====== Records for the task ======
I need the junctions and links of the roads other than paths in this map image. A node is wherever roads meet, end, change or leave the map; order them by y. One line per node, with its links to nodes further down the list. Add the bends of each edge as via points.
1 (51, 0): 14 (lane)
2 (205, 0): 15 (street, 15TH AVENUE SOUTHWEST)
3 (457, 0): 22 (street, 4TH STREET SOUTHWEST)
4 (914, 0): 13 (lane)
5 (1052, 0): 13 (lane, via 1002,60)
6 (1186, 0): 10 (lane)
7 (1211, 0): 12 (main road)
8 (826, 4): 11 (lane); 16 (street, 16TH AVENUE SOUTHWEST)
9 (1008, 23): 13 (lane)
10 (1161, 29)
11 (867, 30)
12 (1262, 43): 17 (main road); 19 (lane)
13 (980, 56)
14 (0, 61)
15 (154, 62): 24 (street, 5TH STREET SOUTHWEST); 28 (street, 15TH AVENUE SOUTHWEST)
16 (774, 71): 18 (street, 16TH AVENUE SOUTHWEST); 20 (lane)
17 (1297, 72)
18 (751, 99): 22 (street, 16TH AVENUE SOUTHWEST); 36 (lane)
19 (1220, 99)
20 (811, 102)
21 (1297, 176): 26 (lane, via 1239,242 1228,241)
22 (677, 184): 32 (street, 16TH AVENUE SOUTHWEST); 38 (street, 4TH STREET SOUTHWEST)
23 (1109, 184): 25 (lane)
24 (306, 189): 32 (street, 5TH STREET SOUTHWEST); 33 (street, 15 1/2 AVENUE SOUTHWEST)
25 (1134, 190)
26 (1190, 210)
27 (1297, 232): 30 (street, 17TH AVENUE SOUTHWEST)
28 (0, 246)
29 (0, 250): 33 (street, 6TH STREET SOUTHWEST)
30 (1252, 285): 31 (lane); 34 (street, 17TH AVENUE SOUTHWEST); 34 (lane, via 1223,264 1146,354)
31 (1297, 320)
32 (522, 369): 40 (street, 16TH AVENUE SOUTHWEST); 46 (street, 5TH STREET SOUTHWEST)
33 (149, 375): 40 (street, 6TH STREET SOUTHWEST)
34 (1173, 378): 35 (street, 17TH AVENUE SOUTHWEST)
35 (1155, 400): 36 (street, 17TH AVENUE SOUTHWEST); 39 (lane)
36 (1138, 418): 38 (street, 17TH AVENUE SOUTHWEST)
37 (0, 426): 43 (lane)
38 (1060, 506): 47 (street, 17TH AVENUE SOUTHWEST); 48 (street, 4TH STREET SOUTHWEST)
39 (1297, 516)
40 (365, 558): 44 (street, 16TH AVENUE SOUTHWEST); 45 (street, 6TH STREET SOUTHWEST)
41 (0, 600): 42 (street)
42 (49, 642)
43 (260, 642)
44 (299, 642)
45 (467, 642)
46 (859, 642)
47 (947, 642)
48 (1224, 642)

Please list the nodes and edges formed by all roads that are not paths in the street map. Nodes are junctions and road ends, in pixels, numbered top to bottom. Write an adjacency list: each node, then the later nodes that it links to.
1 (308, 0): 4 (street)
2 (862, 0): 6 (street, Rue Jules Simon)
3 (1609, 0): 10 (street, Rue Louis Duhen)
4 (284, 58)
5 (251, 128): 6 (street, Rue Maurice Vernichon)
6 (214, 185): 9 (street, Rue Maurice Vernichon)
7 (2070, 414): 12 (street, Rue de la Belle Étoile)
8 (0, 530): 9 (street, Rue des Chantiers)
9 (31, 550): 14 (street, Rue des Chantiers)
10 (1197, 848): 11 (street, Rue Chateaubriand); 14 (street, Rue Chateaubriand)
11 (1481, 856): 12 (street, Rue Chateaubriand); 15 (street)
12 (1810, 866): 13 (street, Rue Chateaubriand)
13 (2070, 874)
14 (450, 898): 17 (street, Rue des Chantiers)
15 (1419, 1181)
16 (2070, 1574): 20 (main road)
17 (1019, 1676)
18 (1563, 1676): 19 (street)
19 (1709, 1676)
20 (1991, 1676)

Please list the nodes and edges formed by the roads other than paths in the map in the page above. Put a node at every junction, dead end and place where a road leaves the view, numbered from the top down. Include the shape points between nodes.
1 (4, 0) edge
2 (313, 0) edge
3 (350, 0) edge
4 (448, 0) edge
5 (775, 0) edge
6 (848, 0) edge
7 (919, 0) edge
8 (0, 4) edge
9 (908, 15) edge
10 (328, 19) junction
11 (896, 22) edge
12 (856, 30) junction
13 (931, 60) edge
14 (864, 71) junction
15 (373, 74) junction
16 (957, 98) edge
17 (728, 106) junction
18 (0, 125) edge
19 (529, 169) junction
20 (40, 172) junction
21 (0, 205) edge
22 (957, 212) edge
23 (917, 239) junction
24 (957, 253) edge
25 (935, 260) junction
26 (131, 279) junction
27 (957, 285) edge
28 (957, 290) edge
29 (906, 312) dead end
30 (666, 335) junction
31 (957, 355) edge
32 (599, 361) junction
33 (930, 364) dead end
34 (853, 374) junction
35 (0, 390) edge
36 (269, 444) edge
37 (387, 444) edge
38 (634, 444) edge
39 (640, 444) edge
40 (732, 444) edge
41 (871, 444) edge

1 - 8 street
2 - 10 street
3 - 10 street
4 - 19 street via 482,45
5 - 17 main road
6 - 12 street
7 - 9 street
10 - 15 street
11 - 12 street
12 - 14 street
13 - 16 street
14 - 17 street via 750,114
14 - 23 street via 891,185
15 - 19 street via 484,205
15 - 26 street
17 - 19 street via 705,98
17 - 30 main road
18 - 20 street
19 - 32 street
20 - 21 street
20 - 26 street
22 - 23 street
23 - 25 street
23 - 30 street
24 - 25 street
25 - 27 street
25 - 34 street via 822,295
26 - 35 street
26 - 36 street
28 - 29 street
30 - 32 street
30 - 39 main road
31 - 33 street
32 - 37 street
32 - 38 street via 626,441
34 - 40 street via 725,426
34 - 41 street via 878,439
======
* **Problem to work on**
Whenever a line of the data holds the string "dead", pick that line out.

* **Exercise solution**
Please list the nodes and edges formed by the roads other than paths in the map in the page above. Put a node at every junction, dead end and place where a road leaves the view, numbered from the top down. Include the shape points between nodes.
29 (906, 312) dead end
33 (930, 364) dead end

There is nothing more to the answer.